#### [TASK GOAL]
All records are to be restated exactly, each line as it reads.

#### [DATA SECTION]
************

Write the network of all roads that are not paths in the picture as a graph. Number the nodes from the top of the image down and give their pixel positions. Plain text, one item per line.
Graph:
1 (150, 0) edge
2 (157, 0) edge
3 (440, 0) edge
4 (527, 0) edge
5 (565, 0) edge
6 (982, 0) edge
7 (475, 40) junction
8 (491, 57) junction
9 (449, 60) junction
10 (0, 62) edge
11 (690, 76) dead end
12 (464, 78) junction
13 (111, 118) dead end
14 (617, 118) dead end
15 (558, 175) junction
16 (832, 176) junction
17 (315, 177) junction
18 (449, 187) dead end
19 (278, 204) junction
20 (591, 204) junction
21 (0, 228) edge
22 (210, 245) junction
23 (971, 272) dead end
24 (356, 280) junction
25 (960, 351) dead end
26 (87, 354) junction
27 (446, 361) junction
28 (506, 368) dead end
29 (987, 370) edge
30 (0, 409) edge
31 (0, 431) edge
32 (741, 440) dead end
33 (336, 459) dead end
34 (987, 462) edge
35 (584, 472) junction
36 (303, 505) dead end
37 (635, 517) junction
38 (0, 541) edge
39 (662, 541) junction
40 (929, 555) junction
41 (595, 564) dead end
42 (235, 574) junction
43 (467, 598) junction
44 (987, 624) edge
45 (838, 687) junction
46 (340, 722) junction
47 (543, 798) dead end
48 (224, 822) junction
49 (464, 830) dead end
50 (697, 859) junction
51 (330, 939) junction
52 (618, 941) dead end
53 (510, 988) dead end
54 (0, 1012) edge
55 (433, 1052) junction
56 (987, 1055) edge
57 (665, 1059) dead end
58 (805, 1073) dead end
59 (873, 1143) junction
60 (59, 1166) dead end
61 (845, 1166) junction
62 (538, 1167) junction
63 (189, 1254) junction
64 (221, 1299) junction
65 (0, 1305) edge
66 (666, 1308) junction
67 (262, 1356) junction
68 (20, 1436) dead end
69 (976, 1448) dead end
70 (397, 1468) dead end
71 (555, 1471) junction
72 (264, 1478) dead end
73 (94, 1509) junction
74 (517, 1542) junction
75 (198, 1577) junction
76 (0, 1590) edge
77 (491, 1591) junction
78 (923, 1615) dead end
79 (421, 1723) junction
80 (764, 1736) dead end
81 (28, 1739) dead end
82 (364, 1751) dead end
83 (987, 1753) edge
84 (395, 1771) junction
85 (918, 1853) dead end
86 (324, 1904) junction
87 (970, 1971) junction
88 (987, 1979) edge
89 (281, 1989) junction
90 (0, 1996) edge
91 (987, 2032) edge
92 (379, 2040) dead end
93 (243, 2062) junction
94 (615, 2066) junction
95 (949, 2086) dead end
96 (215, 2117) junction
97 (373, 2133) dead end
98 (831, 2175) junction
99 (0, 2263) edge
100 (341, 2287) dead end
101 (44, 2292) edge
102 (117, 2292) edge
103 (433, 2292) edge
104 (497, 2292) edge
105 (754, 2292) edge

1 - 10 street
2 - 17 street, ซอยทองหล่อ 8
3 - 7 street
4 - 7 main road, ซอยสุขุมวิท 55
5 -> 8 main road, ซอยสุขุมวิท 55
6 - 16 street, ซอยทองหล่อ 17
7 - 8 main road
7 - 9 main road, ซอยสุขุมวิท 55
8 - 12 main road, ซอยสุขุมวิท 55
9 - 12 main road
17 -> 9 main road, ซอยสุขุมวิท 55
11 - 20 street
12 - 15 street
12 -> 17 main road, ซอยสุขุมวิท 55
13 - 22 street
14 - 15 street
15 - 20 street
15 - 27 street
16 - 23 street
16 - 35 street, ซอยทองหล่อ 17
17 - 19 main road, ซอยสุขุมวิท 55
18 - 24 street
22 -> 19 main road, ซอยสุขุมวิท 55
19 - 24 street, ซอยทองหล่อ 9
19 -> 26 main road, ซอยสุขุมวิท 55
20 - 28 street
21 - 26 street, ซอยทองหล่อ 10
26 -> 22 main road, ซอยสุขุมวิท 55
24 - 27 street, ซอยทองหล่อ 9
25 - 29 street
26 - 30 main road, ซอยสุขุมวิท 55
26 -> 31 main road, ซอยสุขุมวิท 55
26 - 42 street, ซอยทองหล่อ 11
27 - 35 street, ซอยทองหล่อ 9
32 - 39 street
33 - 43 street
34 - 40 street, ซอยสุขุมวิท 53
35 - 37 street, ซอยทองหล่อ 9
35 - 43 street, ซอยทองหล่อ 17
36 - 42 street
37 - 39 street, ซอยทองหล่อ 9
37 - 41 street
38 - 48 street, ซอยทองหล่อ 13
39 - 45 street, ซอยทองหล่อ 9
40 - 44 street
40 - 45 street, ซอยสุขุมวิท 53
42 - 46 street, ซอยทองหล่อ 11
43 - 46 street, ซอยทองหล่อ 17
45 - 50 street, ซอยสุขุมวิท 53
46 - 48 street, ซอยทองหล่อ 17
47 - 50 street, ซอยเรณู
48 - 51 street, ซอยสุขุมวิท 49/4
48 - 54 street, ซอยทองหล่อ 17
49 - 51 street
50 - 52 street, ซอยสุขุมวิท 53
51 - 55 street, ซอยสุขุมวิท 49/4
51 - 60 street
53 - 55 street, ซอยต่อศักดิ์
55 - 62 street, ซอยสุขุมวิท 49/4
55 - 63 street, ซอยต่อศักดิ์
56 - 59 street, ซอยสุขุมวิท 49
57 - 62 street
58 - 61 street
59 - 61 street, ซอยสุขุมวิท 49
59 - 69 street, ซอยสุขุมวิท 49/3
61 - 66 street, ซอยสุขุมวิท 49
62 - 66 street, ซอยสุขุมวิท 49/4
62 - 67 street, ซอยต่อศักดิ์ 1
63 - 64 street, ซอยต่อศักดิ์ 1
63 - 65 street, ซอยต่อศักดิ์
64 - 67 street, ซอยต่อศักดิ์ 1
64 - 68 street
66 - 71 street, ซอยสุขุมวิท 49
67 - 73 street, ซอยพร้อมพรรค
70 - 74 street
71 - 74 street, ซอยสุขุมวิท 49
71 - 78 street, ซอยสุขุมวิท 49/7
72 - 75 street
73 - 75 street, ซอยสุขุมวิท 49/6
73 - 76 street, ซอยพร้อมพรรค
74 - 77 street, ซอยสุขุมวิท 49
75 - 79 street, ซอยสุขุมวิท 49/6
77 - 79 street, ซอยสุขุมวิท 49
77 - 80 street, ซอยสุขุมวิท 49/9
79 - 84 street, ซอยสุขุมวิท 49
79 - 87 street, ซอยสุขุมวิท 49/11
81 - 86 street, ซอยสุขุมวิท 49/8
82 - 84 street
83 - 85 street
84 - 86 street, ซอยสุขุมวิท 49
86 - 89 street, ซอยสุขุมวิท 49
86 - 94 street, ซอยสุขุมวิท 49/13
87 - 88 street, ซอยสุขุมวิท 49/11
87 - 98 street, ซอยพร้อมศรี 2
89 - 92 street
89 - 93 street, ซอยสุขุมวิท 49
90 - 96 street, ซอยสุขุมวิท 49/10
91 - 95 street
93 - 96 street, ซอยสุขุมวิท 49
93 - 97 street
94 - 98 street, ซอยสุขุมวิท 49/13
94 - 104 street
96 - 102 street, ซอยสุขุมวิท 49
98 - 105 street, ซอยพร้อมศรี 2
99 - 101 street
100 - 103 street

************

#### [EXPECTED OUTPUT]
Write the network of all roads that are not paths in the picture as a graph. Number the nodes from the top of the image down and give their pixel positions. Plain text, one item per line.
Graph:
1 (150, 0) edge
2 (157, 0) edge
3 (440, 0) edge
4 (527, 0) edge
5 (565, 0) edge
6 (982, 0) edge
7 (475, 40) junction
8 (491, 57) junction
9 (449, 60) junction
10 (0, 62) edge
11 (690, 76) dead end
12 (464, 78) junction
13 (111, 118) dead end
14 (617, 118) dead end
15 (558, 175) junction
16 (832, 176) junction
17 (315, 177) junction
18 (449, 187) dead end
19 (278, 204) junction
20 (591, 204) junction
21 (0, 228) edge
22 (210, 245) junction
23 (971, 272) dead end
24 (356, 280) junction
25 (960, 351) dead end
26 (87, 354) junction
27 (446, 361) junction
28 (506, 368) dead end
29 (987, 370) edge
30 (0, 409) edge
31 (0, 431) edge
32 (741, 440) dead end
33 (336, 459) dead end
34 (987, 462) edge
35 (584, 472) junction
36 (303, 505) dead end
37 (635, 517) junction
38 (0, 541) edge
39 (662, 541) junction
40 (929, 555) junction
41 (595, 564) dead end
42 (235, 574) junction
43 (467, 598) junction
44 (987, 624) edge
45 (838, 687) junction
46 (340, 722) junction
47 (543, 798) dead end
48 (224, 822) junction
49 (464, 830) dead end
50 (697, 859) junction
51 (330, 939) junction
52 (618, 941) dead end
53 (510, 988) dead end
54 (0, 1012) edge
55 (433, 1052) junction
56 (987, 1055) edge
57 (665, 1059) dead end
58 (805, 1073) dead end
59 (873, 1143) junction
60 (59, 1166) dead end
61 (845, 1166) junction
62 (538, 1167) junction
63 (189, 1254) junction
64 (221, 1299) junction
65 (0, 1305) edge
66 (666, 1308) junction
67 (262, 1356) junction
68 (20, 1436) dead end
69 (976, 1448) dead end
70 (397, 1468) dead end
71 (555, 1471) junction
72 (264, 1478) dead end
73 (94, 1509) junction
74 (517, 1542) junction
75 (198, 1577) junction
76 (0, 1590) edge
77 (491, 1591) junction
78 (923, 1615) dead end
79 (421, 1723) junction
80 (764, 1736) dead end
81 (28, 1739) dead end
82 (364, 1751) dead end
83 (987, 1753) edge
84 (395, 1771) junction
85 (918, 1853) dead end
86 (324, 1904) junction
87 (970, 1971) junction
88 (987, 1979) edge
89 (281, 1989) junction
90 (0, 1996) edge
91 (987, 2032) edge
92 (379, 2040) dead end
93 (243, 2062) junction
94 (615, 2066) junction
95 (949, 2086) dead end
96 (215, 2117) junction
97 (373, 2133) dead end
98 (831, 2175) junction
99 (0, 2263) edge
100 (341, 2287) dead end
101 (44, 2292) edge
102 (117, 2292) edge
103 (433, 2292) edge
104 (497, 2292) edge
105 (754, 2292) edge

1 - 10 street
2 - 17 street, ซอยทองหล่อ 8
3 - 7 street
4 - 7 main road, ซอยสุขุมวิท 55
5 -> 8 main road, ซอยสุขุมวิท 55
6 - 16 street, ซอยทองหล่อ 17
7 - 8 main road
7 - 9 main road, ซอยสุขุมวิท 55
8 - 12 main road, ซอยสุขุมวิท 55
9 - 12 main road
17 -> 9 main road, ซอยสุขุมวิท 55
11 - 20 street
12 - 15 street
12 -> 17 main road, ซอยสุขุมวิท 55
13 - 22 street
14 - 15 street
15 - 20 street
15 - 27 street
16 - 23 street
16 - 35 street, ซอยทองหล่อ 17
17 - 19 main road, ซอยสุขุมวิท 55
18 - 24 street
22 -> 19 main road, ซอยสุขุมวิท 55
19 - 24 street, ซอยทองหล่อ 9
19 -> 26 main road, ซอยสุขุมวิท 55
20 - 28 street
21 - 26 street, ซอยทองหล่อ 10
26 -> 22 main road, ซอยสุขุมวิท 55
24 - 27 street, ซอยทองหล่อ 9
25 - 29 street
26 - 30 main road, ซอยสุขุมวิท 55
26 -> 31 main road, ซอยสุขุมวิท 55
26 - 42 street, ซอยทองหล่อ 11
27 - 35 street, ซอยทองหล่อ 9
32 - 39 street
33 - 43 street
34 - 40 street, ซอยสุขุมวิท 53
35 - 37 street, ซอยทองหล่อ 9
35 - 43 street, ซอยทองหล่อ 17
36 - 42 street
37 - 39 street, ซอยทองหล่อ 9
37 - 41 street
38 - 48 street, ซอยทองหล่อ 13
39 - 45 street, ซอยทองหล่อ 9
40 - 44 street
40 - 45 street, ซอยสุขุมวิท 53
42 - 46 street, ซอยทองหล่อ 11
43 - 46 street, ซอยทองหล่อ 17
45 - 50 street, ซอยสุขุมวิท 53
46 - 48 street, ซอยทองหล่อ 17
47 - 50 street, ซอยเรณู
48 - 51 street, ซอยสุขุมวิท 49/4
48 - 54 street, ซอยทองหล่อ 17
49 - 51 street
50 - 52 street, ซอยสุขุมวิท 53
51 - 55 street, ซอยสุขุมวิท 49/4
51 - 60 street
53 - 55 street, ซอยต่อศักดิ์
55 - 62 street, ซอยสุขุมวิท 49/4
55 - 63 street, ซอยต่อศักดิ์
56 - 59 street, ซอยสุขุมวิท 49
57 - 62 street
58 - 61 street
59 - 61 street, ซอยสุขุมวิท 49
59 - 69 street, ซอยสุขุมวิท 49/3
61 - 66 street, ซอยสุขุมวิท 49
62 - 66 street, ซอยสุขุมวิท 49/4
62 - 67 street, ซอยต่อศักดิ์ 1
63 - 64 street, ซอยต่อศักดิ์ 1
63 - 65 street, ซอยต่อศักดิ์
64 - 67 street, ซอยต่อศักดิ์ 1
64 - 68 street
66 - 71 street, ซอยสุขุมวิท 49
67 - 73 street, ซอยพร้อมพรรค
70 - 74 street
71 - 74 street, ซอยสุขุมวิท 49
71 - 78 street, ซอยสุขุมวิท 49/7
72 - 75 street
73 - 75 street, ซอยสุขุมวิท 49/6
73 - 76 street, ซอยพร้อมพรรค
74 - 77 street, ซอยสุขุมวิท 49
75 - 79 street, ซอยสุขุมวิท 49/6
77 - 79 street, ซอยสุขุมวิท 49
77 - 80 street, ซอยสุขุมวิท 49/9
79 - 84 street, ซอยสุขุมวิท 49
79 - 87 street, ซอยสุขุมวิท 49/11
81 - 86 street, ซอยสุขุมวิท 49/8
82 - 84 street
83 - 85 street
84 - 86 street, ซอยสุขุมวิท 49
86 - 89 street, ซอยสุขุมวิท 49
86 - 94 street, ซอยสุขุมวิท 49/13
87 - 88 street, ซอยสุขุมวิท 49/11
87 - 98 street, ซอยพร้อมศรี 2
89 - 92 street
89 - 93 street, ซอยสุขุมวิท 49
90 - 96 street, ซอยสุขุมวิท 49/10
91 - 95 street
93 - 96 street, ซอยสุขุมวิท 49
93 - 97 street
94 - 98 street, ซอยสุขุมวิท 49/13
94 - 104 street
96 - 102 street, ซอยสุขุมวิท 49
98 - 105 street, ซอยพร้อมศรี 2
99 - 101 street
100 - 103 street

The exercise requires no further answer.